I found these two paragraphs the most instructive. :D

 

[...]

 

Russian humor is rebellious. In Soviet times, many risked their head with Stalin or Breshnev jokes. Under more democratic conditions, a politically most incorrect humor deveoped which aimed at gays, blacks and liberals. But Putin's rule has sharpened political humor again, too: "In the game against the domestic national ice hockey team, Vladimir Putin scored six goals. In the break after the first third, he cut a hole into the ice and fished a 50-kilo pike."

 

In the Vodka Shop with Adolf Hitler

 

This joke is aimed at the unallowed which people are drawn to: "What do you have to do for a Russian to jump off a 200-meter bridge? Hang a sign: 'Jumping from bridge positively prohibited'." When it comes to defying the laws of gravity or statistics, the Russians are in. Back in the day, drunks held a revolver loaded with just a single cartridge to their temple and pulled the trigger. In Russia, this was called "hussar roulette". Today, drunks are blissfully speeding through red traffic lights. And it can happen that Russian women in love put a leg over your knee in the first-to-last commuter train from Sergiyev Posad to Moscow and purr: "I want sex now."

 

[...]

Posted

 

 

I found these two paragraphs the most instructive. :D

 

[...]

 

Russian humor is rebellious. In Soviet times, many risked their head with Stalin or Breshnev jokes. Under more democratic conditions, a politically most incorrect humor deveoped which aimed at gays, blacks and liberals. But Putin's rule has sharpened political humor again, too: "In the game against the domestic national ice hockey team, Vladimir Putin scored six goals. In the break after the first third, he cut a hole into the ice and fished a 50-kilo pike."

 

In the Vodka Shop with Adolf Hitler

 

 

 

Not exactly linked to political changes, more with general irony of “PR people” to make some kind of superman out of Putin, resulting in him being commonly referred as “Supreme Siberian crane” (by the way more or less dropped in last couple of years). Now more common is sarcasm directed on Western hysterical perception of Russia and Putin – it is normal for Russians to refer to Putin as “His Dark Majesty” (“Темнейший»), to Russia as “Evil Empire” (“у нас тут в Империи Зла…»), Moscow as Mordor, to Russians themselves as Orks and to Westerners and especially pro-Ukrainians as “Elfs” or “Angels of light” or “Warriors of Good” (following popular Russian rock song Maidanians adopted as kind of hymn)

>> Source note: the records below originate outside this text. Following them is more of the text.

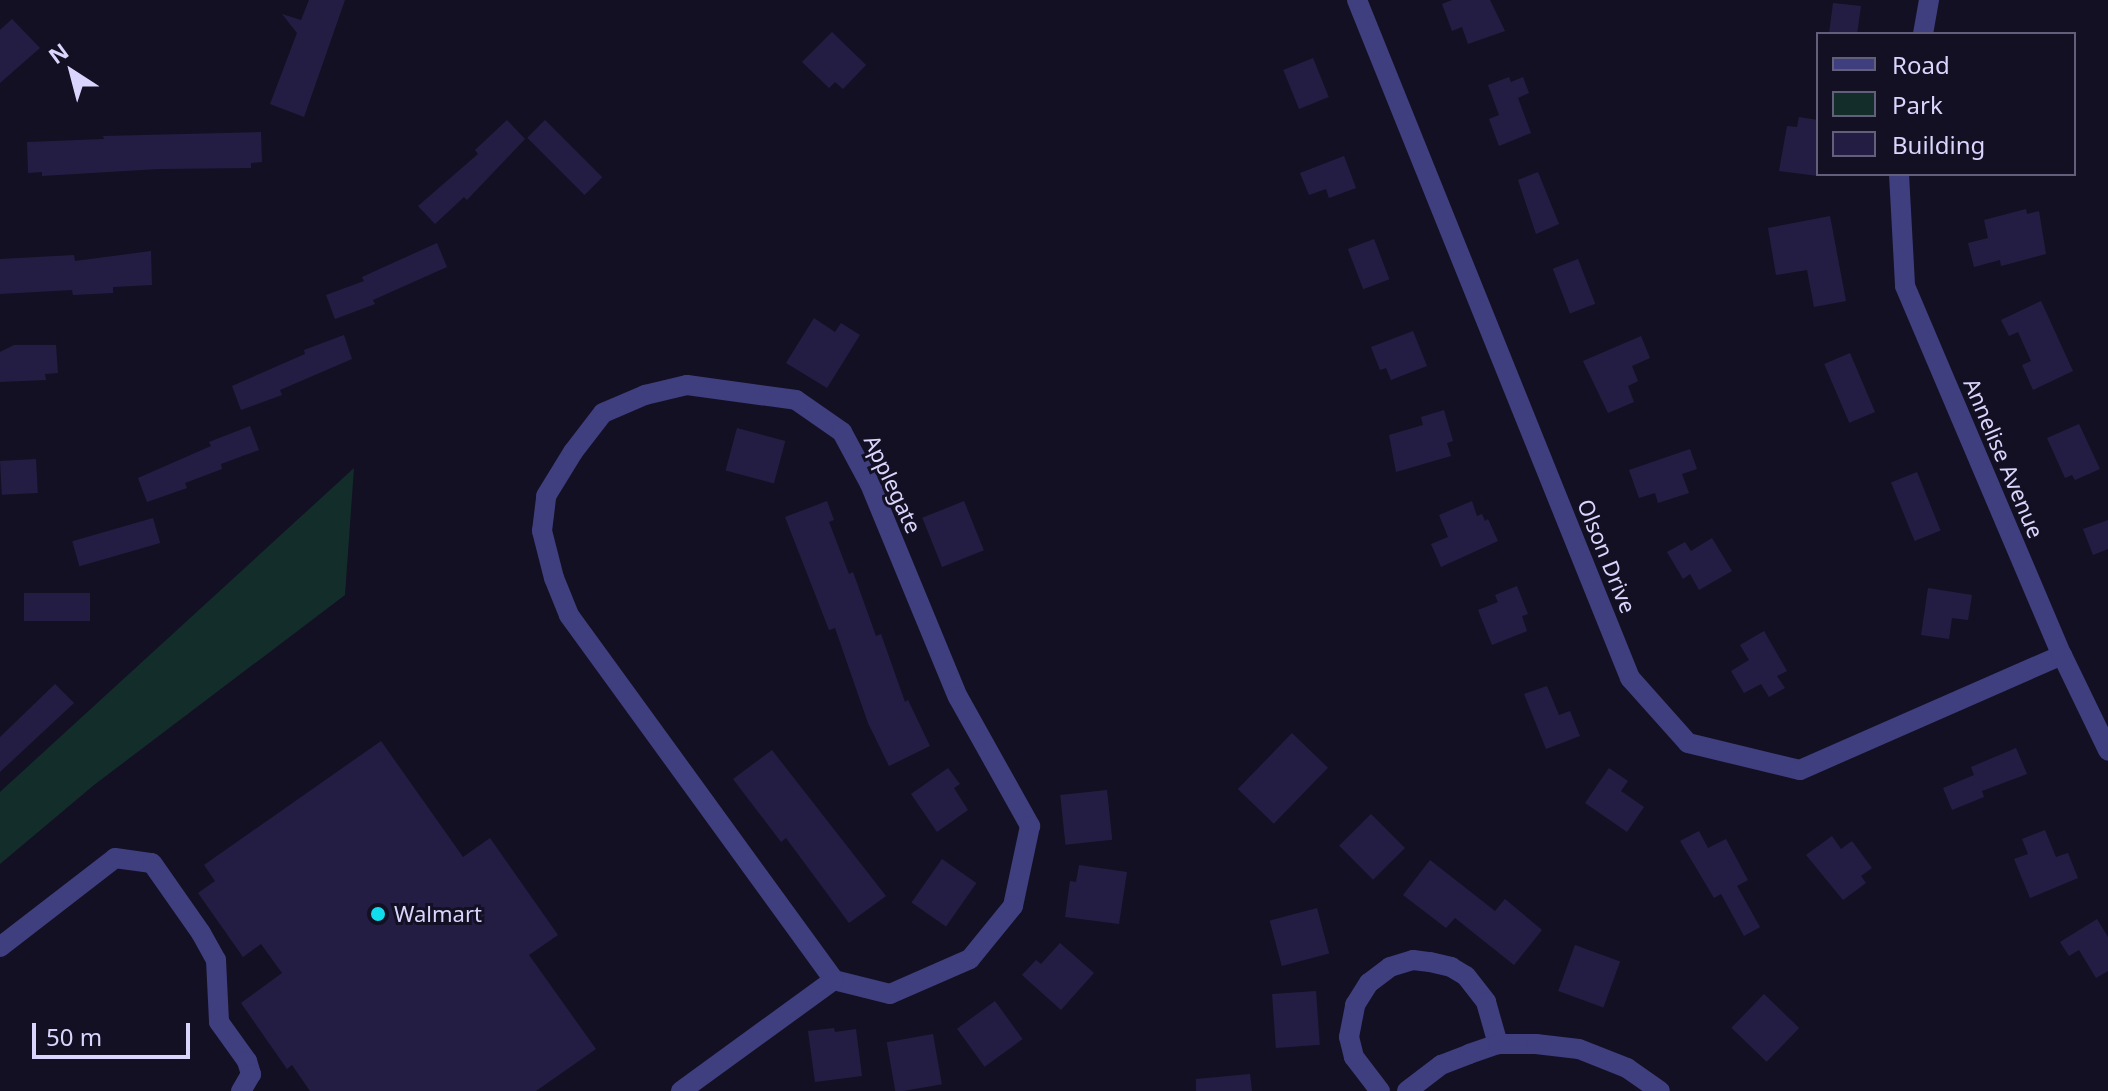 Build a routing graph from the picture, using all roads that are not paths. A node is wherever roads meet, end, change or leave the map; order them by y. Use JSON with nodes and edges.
{"nodes":[{"id":1,"x":1357,"y":0,"type":"edge"},
{"id":2,"x":1929,"y":0,"type":"edge"},
{"id":3,"x":1923,"y":32,"type":"edge"},
{"id":4,"x":1899,"y":176,"type":"edge"},
{"id":5,"x":2062,"y":655,"type":"junction"},
{"id":6,"x":2108,"y":750,"type":"edge"},
{"id":7,"x":0,"y":947,"type":"edge"},
{"id":8,"x":834,"y":980,"type":"junction"},
{"id":9,"x":1498,"y":1044,"type":"junction"},
{"id":10,"x":241,"y":1091,"type":"edge"},
{"id":11,"x":681,"y":1091,"type":"edge"},
{"id":12,"x":1380,"y":1091,"type":"edge"},
{"id":13,"x":1407,"y":1091,"type":"edge"},
{"id":14,"x":1660,"y":1091,"type":"edge"}],
"edges":[{"from":1,"to":5,"type":"street","name":"Olson Drive"},
{"from":2,"to":3,"type":"street"},
{"from":4,"to":5,"type":"street","name":"Annelise Avenue"},
{"from":5,"to":6,"type":"street","name":"Annelise Avenue"},
{"from":7,"to":10,"type":"street"},
{"from":8,"to":8,"type":"street","name":"Applegate"},
{"from":8,"to":11,"type":"street"},
{"from":9,"to":12,"type":"street"},
{"from":9,"to":13,"type":"street"},
{"from":9,"to":14,"type":"street"}]} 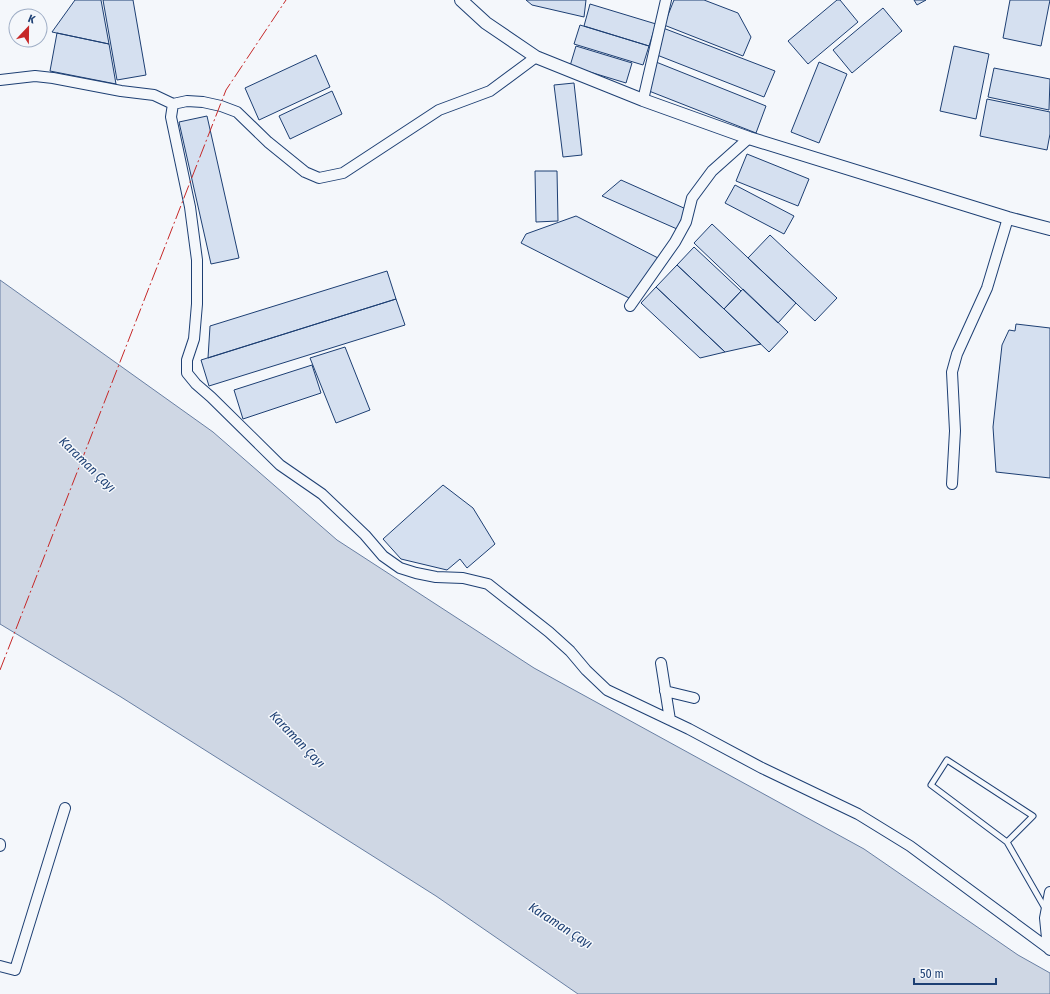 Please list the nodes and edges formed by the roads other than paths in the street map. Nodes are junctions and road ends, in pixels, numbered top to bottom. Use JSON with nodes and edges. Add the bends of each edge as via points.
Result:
{"nodes":[{"id":1,"x":461,"y":0,"type":"edge"},
{"id":2,"x":666,"y":0,"type":"edge"},
{"id":3,"x":536,"y":57,"type":"junction"},
{"id":4,"x":0,"y":80,"type":"edge"},
{"id":5,"x":643,"y":100,"type":"junction"},
{"id":6,"x":173,"y":104,"type":"junction"},
{"id":7,"x":749,"y":138,"type":"junction"},
{"id":8,"x":1008,"y":218,"type":"junction"},
{"id":9,"x":1050,"y":229,"type":"edge"},
{"id":10,"x":630,"y":306,"type":"dead end"},
{"id":11,"x":952,"y":484,"type":"dead end"},
{"id":12,"x":660,"y":663,"type":"dead end"},
{"id":13,"x":665,"y":691,"type":"junction"},
{"id":14,"x":694,"y":698,"type":"dead end"},
{"id":15,"x":670,"y":720,"type":"junction"},
{"id":16,"x":65,"y":808,"type":"dead end"},
{"id":17,"x":1007,"y":842,"type":"junction"},
{"id":18,"x":1050,"y":892,"type":"edge"},
{"id":19,"x":1046,"y":911,"type":"junction"},
{"id":20,"x":1049,"y":949,"type":"edge"},
{"id":21,"x":0,"y":966,"type":"edge"}],
"edges":[{"from":1,"to":3,"type":"street","via":[[486,23]]},
{"from":2,"to":5,"type":"street"},
{"from":3,"to":5,"type":"street"},
{"from":3,"to":6,"type":"street","via":[[490,91],[439,110],[343,173],[319,178],[305,172],[236,112],[203,102],[187,101]]},
{"from":4,"to":6,"type":"street","via":[[35,76],[53,78],[154,95]]},
{"from":5,"to":7,"type":"street"},
{"from":6,"to":15,"type":"street","via":[[171,117],[190,207],[197,260],[194,339],[187,360],[187,373],[280,465],[322,494],[383,556],[400,568],[416,573],[463,578],[488,584],[550,632],[607,690]]},
{"from":7,"to":8,"type":"street"},
{"from":7,"to":10,"type":"street","via":[[712,170],[692,198],[686,222],[675,242]]},
{"from":8,"to":9,"type":"street"},
{"from":8,"to":11,"type":"street","via":[[987,288],[957,354],[952,372],[955,430]]},
{"from":12,"to":13,"type":"street"},
{"from":13,"to":14,"type":"street"},
{"from":13,"to":15,"type":"street"},
{"from":15,"to":20,"type":"street","via":[[858,814],[904,842]]},
{"from":16,"to":21,"type":"street","via":[[15,970]]},
{"from":17,"to":17,"type":"lane","via":[[931,785],[947,760],[1033,816]]},
{"from":17,"to":19,"type":"lane"},
{"from":18,"to":19,"type":"street"},
{"from":19,"to":20,"type":"street"}]}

And you missed actual "In the Vodka Shop with Adolf Hitler" part :)

Posted

And you missed actual "In the Vodka Shop with Adolf Hitler" part :)

As the author suggests, I seem to lack the cultural background to unterstand the Stirlitz jokes ...

Posted

Stirlitz jokes ...

 

Should find and watch "17 Moments of Spring" ASAP.

Posted

 

Stirlitz jokes ...

 

Should find and watch "17 Moments of Spring" ASAP.

 

May be of little use since "Shtirlitz" jokes are heavyly linked to specific generation and even young Russians (below 30) are not getting them right.

Posted

Another example of what was named "schizophrenia” here – burial service and burial of the soldier killed in 1942, found in 2015. Coffin covered by both Russian and Red flags, plate with red star on traditional orthodox cross…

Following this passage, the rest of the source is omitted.